__Exercise requirements__: What lines below include the string "junctions"? Pick them out and copy them.

——

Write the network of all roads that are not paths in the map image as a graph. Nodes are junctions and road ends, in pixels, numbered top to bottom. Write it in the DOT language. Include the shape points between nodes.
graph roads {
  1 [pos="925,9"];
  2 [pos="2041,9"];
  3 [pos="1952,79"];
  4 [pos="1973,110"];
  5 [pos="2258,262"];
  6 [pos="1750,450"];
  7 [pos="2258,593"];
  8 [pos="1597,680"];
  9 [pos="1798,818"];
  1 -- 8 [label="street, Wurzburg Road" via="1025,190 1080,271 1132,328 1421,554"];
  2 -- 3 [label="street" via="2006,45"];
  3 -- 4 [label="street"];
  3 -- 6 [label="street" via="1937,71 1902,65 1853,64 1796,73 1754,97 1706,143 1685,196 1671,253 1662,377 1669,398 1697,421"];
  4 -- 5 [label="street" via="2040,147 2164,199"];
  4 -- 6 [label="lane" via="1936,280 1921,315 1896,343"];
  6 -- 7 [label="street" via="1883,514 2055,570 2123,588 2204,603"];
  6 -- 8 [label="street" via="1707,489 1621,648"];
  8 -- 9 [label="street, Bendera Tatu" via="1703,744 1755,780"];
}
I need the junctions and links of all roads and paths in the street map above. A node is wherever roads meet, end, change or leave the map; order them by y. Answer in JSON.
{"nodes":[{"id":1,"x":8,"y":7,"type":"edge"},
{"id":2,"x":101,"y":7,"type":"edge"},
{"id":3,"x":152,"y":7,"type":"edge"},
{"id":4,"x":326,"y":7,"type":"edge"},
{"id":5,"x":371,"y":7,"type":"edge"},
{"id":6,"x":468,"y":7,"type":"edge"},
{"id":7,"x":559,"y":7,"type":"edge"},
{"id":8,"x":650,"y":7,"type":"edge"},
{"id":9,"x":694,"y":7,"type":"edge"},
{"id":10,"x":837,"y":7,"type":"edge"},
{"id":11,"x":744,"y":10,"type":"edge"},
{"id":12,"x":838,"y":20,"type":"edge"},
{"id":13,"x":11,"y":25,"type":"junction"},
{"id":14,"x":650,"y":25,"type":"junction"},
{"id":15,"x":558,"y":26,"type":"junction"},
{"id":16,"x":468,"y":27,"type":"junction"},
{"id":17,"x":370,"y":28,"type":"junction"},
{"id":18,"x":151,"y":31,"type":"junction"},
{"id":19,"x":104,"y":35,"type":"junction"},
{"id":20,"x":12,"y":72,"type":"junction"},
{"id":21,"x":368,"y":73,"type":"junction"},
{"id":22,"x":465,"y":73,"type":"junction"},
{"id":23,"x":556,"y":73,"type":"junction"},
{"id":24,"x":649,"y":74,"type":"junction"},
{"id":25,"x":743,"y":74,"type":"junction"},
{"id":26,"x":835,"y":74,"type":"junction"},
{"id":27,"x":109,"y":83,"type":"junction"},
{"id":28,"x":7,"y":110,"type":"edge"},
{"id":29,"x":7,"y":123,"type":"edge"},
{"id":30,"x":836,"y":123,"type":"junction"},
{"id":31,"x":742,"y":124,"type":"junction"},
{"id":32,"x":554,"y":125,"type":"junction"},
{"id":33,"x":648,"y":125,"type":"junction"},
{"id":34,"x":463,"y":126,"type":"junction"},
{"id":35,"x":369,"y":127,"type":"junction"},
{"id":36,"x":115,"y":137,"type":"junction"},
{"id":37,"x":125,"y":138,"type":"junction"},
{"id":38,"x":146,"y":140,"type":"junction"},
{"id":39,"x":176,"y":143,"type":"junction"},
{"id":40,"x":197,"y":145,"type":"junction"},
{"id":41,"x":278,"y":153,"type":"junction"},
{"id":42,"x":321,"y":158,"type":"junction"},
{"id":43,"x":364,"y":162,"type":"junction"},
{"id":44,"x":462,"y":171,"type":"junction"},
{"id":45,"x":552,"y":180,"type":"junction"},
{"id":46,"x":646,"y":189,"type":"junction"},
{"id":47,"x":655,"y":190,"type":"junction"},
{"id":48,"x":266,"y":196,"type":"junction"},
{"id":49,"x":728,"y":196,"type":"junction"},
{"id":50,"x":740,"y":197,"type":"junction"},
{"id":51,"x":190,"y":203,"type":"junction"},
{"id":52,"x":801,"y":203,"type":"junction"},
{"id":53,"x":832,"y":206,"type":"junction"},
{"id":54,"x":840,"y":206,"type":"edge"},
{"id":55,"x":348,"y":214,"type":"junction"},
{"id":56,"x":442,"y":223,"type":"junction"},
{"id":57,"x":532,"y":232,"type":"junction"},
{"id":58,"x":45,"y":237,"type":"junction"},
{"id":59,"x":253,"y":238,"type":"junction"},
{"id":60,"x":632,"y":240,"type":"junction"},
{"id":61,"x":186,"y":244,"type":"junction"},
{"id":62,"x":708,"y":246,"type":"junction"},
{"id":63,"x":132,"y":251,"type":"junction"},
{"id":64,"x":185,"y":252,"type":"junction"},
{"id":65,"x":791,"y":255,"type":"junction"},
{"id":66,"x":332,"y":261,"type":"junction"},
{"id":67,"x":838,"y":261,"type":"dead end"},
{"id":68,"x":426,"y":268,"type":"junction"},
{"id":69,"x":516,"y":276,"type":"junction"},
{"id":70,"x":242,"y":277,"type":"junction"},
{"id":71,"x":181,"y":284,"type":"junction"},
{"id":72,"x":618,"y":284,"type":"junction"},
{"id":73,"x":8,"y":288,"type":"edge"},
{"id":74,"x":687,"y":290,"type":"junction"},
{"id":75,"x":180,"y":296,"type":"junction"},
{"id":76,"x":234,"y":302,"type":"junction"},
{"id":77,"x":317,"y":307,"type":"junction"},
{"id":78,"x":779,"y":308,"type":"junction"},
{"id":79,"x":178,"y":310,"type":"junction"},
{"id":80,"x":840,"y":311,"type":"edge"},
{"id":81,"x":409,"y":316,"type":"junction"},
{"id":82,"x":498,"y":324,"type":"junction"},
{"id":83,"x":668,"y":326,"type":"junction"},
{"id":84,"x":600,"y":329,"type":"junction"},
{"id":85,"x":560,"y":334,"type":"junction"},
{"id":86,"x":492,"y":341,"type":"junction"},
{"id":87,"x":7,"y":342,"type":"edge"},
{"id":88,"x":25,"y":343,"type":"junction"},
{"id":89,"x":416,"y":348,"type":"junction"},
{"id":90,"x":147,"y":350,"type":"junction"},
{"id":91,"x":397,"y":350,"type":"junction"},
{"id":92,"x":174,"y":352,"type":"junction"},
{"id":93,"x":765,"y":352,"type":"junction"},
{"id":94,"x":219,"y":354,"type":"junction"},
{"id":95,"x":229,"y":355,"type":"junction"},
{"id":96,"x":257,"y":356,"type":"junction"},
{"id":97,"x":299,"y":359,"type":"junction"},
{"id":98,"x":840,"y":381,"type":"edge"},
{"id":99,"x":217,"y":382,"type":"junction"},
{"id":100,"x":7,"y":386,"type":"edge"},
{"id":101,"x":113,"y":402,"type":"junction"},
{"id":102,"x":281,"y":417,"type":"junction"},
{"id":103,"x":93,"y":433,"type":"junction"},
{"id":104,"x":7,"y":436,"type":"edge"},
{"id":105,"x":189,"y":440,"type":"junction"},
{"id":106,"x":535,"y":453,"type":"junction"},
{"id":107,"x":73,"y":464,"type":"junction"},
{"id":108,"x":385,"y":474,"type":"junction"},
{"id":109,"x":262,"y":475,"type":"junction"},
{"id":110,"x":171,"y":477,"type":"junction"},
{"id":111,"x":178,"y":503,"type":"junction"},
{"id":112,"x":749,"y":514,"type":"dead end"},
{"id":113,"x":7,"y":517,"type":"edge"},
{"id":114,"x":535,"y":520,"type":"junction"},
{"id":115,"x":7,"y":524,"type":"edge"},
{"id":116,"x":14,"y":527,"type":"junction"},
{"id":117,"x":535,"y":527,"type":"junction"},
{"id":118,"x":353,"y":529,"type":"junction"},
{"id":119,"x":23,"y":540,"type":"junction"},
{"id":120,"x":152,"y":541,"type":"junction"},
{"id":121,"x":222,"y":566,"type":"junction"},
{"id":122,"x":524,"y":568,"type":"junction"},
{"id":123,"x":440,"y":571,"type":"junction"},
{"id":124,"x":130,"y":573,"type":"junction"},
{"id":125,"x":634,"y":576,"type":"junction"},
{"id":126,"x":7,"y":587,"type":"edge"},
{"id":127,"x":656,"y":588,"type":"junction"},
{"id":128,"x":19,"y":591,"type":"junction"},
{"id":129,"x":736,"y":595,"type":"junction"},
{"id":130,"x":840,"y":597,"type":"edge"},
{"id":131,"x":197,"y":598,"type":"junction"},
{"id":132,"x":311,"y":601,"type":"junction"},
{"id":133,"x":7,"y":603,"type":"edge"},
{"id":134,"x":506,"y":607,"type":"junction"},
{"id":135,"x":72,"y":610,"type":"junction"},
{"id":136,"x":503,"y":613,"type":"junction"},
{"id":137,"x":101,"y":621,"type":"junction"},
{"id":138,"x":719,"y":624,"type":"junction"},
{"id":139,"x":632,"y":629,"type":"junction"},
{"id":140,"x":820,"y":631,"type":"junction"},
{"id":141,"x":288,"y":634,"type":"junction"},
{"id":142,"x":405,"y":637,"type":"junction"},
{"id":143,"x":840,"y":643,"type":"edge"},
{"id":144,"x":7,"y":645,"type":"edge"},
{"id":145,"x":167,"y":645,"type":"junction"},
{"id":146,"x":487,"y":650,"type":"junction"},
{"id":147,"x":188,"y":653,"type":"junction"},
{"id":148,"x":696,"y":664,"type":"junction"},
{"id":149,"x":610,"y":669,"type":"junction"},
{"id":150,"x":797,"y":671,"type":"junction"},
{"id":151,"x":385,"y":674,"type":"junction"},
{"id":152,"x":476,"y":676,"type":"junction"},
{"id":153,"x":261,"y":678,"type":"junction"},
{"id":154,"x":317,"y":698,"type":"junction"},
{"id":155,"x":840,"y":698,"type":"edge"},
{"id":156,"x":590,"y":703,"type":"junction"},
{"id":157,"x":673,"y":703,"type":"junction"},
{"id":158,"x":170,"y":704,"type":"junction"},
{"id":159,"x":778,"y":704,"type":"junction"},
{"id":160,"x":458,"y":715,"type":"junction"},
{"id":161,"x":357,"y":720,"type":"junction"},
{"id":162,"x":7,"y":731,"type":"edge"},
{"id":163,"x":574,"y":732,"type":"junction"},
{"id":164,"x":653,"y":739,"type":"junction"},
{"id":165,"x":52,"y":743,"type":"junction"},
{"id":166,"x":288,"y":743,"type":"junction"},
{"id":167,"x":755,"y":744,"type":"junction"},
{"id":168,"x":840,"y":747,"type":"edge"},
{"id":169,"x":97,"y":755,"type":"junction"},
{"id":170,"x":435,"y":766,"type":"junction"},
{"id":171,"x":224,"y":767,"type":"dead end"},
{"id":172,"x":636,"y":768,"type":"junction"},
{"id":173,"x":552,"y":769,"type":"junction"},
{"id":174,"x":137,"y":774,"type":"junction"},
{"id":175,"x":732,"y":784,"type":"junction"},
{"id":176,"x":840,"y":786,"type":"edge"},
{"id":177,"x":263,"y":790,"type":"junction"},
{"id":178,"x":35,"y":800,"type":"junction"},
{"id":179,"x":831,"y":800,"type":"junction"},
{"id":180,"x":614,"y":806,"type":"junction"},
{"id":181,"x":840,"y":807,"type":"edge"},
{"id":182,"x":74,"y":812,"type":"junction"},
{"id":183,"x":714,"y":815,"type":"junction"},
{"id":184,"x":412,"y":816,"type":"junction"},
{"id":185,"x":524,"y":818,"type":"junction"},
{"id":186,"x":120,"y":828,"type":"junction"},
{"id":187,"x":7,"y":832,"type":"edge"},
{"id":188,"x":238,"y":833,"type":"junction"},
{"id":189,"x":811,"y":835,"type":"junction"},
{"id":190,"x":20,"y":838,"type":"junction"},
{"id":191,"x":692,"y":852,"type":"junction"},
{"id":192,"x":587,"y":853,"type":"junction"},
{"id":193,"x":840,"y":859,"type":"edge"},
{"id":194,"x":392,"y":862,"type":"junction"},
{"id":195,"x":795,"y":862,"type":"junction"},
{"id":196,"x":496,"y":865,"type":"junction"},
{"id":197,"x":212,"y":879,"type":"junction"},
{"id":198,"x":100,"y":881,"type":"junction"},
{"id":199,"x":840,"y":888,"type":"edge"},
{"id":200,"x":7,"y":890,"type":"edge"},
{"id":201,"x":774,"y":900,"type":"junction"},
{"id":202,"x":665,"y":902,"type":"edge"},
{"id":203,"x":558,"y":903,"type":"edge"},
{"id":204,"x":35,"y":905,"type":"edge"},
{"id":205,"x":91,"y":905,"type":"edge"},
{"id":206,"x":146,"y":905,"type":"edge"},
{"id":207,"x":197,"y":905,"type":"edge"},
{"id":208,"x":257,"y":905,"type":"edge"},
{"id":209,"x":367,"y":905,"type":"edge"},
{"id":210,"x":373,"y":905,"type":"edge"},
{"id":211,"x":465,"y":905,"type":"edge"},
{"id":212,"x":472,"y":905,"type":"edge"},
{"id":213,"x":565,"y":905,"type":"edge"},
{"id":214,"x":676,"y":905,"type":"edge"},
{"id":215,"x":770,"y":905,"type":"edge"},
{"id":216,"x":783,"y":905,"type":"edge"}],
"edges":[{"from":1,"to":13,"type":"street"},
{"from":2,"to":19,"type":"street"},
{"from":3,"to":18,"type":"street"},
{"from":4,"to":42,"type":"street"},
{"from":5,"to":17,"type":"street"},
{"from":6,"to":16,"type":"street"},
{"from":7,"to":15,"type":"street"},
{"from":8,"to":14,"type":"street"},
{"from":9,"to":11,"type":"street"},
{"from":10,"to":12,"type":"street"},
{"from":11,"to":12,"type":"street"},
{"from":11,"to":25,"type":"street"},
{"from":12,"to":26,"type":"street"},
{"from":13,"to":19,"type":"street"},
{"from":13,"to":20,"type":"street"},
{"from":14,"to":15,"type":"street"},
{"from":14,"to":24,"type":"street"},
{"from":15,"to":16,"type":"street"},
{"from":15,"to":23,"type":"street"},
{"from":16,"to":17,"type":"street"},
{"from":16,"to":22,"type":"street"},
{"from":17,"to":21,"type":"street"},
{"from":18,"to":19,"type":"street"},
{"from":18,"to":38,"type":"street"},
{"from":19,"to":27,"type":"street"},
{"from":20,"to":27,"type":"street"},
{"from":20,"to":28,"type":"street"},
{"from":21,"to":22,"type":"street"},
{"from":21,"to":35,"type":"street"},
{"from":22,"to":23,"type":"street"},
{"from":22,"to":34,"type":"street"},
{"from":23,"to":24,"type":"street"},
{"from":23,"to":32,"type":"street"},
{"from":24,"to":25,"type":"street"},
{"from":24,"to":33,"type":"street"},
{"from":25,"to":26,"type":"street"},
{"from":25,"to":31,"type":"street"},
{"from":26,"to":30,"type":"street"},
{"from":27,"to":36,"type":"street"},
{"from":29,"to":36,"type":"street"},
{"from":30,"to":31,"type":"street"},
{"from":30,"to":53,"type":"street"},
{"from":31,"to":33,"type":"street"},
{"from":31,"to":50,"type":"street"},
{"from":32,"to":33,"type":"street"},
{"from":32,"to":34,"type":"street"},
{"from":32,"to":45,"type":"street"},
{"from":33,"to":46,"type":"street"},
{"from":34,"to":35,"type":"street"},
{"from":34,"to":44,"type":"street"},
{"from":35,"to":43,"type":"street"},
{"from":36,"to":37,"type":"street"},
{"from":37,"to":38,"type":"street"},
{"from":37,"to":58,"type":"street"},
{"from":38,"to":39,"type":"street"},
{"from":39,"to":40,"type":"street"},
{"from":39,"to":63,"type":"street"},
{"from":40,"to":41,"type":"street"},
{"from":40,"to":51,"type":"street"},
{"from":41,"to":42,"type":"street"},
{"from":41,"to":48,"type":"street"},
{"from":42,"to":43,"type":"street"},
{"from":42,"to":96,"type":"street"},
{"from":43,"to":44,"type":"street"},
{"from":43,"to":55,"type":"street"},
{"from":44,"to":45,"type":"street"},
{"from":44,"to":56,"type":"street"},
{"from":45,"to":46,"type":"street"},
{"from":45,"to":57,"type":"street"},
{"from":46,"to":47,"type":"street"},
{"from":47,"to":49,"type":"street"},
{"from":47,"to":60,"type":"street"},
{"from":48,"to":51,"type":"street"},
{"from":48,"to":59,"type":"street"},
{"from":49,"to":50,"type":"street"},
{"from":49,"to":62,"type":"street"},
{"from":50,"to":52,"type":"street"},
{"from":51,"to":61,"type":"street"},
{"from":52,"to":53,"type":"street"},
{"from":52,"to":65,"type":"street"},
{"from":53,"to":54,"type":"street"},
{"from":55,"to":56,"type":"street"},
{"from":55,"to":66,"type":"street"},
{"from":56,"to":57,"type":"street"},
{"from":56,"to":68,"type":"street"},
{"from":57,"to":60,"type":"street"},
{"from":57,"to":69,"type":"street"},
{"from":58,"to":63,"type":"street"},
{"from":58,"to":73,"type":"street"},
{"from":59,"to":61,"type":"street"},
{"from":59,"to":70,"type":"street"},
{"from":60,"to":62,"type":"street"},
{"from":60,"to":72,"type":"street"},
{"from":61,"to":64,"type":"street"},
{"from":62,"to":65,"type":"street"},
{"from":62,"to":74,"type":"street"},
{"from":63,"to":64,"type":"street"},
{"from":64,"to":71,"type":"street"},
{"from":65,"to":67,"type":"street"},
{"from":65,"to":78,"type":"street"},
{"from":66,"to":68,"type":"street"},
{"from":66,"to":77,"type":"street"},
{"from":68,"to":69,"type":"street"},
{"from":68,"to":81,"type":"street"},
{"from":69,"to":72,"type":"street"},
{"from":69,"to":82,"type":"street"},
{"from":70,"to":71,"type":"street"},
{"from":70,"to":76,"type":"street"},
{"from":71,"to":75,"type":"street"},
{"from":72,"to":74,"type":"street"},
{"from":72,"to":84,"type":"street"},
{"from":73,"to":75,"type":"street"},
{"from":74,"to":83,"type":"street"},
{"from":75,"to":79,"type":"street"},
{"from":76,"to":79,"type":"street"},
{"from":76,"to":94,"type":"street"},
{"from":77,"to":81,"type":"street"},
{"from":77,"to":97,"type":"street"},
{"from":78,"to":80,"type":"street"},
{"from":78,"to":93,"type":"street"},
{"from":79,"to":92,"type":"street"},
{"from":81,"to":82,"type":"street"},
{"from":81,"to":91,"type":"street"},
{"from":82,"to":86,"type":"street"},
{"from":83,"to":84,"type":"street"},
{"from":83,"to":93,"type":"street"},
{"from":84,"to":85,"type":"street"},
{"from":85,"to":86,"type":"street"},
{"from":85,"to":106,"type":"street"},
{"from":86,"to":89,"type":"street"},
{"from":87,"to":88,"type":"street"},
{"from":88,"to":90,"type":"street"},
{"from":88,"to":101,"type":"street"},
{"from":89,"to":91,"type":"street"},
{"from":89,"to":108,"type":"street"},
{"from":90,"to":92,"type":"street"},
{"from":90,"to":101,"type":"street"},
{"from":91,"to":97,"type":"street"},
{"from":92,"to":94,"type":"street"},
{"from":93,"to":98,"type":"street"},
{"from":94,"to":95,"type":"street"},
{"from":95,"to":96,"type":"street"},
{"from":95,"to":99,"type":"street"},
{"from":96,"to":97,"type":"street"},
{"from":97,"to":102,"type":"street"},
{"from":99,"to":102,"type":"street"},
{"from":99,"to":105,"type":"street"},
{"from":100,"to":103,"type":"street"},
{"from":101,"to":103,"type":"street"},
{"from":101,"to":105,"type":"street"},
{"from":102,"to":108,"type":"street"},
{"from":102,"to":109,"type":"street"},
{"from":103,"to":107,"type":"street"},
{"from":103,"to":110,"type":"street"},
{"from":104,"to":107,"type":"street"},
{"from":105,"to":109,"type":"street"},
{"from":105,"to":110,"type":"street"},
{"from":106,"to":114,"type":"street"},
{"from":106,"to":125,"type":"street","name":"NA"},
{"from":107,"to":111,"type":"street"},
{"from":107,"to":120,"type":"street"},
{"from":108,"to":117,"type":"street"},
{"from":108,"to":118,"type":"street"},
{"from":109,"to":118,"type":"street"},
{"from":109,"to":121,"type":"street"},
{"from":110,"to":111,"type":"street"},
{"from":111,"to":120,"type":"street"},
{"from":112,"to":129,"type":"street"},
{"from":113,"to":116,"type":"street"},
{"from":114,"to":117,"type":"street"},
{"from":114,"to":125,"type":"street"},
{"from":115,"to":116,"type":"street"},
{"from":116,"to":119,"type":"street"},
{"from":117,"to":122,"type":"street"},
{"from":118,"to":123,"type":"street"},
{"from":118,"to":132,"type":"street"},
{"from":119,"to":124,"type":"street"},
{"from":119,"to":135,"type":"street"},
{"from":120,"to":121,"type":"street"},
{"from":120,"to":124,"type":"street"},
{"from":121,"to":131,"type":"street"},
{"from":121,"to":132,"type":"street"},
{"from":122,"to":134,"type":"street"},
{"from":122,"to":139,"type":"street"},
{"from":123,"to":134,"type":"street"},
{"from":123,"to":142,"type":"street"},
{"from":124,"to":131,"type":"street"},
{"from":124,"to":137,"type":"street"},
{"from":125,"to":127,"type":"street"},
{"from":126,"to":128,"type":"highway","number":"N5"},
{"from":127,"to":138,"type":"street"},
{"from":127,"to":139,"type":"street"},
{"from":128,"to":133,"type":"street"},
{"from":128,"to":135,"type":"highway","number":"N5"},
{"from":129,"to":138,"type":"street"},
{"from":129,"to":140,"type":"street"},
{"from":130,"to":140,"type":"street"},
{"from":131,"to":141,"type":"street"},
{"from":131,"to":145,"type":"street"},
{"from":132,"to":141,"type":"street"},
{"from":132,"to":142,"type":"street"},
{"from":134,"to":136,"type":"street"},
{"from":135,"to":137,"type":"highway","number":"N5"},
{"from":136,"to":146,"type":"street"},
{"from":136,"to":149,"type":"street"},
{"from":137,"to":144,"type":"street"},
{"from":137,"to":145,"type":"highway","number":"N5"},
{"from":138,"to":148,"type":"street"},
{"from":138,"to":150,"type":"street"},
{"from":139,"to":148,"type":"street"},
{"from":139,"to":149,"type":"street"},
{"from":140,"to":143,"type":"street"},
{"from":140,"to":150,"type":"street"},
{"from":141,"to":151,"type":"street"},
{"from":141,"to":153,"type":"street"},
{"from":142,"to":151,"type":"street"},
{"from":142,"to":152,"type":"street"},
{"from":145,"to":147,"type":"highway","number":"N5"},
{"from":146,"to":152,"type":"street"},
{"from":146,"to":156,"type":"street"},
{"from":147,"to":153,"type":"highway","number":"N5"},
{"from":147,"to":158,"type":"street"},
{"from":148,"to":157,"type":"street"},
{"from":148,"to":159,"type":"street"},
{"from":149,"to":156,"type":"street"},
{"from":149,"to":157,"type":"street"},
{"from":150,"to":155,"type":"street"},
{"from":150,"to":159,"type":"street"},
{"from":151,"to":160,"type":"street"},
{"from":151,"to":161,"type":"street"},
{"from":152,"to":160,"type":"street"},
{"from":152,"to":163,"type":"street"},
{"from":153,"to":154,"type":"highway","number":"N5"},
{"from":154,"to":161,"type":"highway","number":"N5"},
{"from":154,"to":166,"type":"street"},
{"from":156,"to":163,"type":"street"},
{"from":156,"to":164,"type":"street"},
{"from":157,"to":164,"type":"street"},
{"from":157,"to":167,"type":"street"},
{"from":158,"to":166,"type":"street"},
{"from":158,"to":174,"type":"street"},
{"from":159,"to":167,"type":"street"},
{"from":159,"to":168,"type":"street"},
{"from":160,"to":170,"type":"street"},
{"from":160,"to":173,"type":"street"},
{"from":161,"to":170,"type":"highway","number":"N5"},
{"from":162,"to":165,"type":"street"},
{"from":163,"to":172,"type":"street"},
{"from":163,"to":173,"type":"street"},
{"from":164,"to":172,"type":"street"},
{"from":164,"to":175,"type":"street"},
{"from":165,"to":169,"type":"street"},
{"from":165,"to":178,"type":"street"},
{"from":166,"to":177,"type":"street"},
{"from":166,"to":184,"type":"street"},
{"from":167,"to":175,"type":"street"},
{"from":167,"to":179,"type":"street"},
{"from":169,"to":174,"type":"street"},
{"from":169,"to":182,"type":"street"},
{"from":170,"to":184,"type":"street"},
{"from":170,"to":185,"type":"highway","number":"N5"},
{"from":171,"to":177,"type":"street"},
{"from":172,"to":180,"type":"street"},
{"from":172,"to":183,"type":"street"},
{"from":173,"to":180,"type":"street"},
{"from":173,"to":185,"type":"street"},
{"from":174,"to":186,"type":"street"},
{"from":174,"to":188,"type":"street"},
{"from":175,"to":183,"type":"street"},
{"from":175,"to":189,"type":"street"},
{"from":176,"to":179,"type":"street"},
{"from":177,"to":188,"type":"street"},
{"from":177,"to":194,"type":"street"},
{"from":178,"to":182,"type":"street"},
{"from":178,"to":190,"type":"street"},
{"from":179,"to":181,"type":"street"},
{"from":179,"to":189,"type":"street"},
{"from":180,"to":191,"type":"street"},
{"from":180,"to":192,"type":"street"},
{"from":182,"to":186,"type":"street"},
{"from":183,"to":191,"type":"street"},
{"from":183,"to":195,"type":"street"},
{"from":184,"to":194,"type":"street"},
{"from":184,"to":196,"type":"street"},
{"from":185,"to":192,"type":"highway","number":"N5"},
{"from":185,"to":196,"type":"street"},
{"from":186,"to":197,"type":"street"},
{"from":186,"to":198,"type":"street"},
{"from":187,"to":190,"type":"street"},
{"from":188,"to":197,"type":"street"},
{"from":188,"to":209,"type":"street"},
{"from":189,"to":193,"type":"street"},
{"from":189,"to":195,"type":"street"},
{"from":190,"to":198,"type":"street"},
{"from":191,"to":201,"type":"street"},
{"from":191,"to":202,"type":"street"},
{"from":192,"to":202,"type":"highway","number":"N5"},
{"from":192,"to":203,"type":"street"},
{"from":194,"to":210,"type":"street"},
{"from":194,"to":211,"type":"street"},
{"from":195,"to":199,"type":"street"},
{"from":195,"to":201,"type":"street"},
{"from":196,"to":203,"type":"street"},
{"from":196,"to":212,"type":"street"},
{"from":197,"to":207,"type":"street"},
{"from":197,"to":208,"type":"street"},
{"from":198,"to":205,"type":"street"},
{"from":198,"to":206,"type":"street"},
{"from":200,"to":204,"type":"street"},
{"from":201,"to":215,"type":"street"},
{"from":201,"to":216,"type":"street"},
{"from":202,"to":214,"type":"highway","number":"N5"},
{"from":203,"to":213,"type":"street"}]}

——

__Response to the task__:
Write the network of all roads that are not paths in the map image as a graph. Nodes are junctions and road ends, in pixels, numbered top to bottom. Write it in the DOT language. Include the shape points between nodes.
I need the junctions and links of all roads and paths in the street map above. A node is wherever roads meet, end, change or leave the map; order them by y. Answer in JSON.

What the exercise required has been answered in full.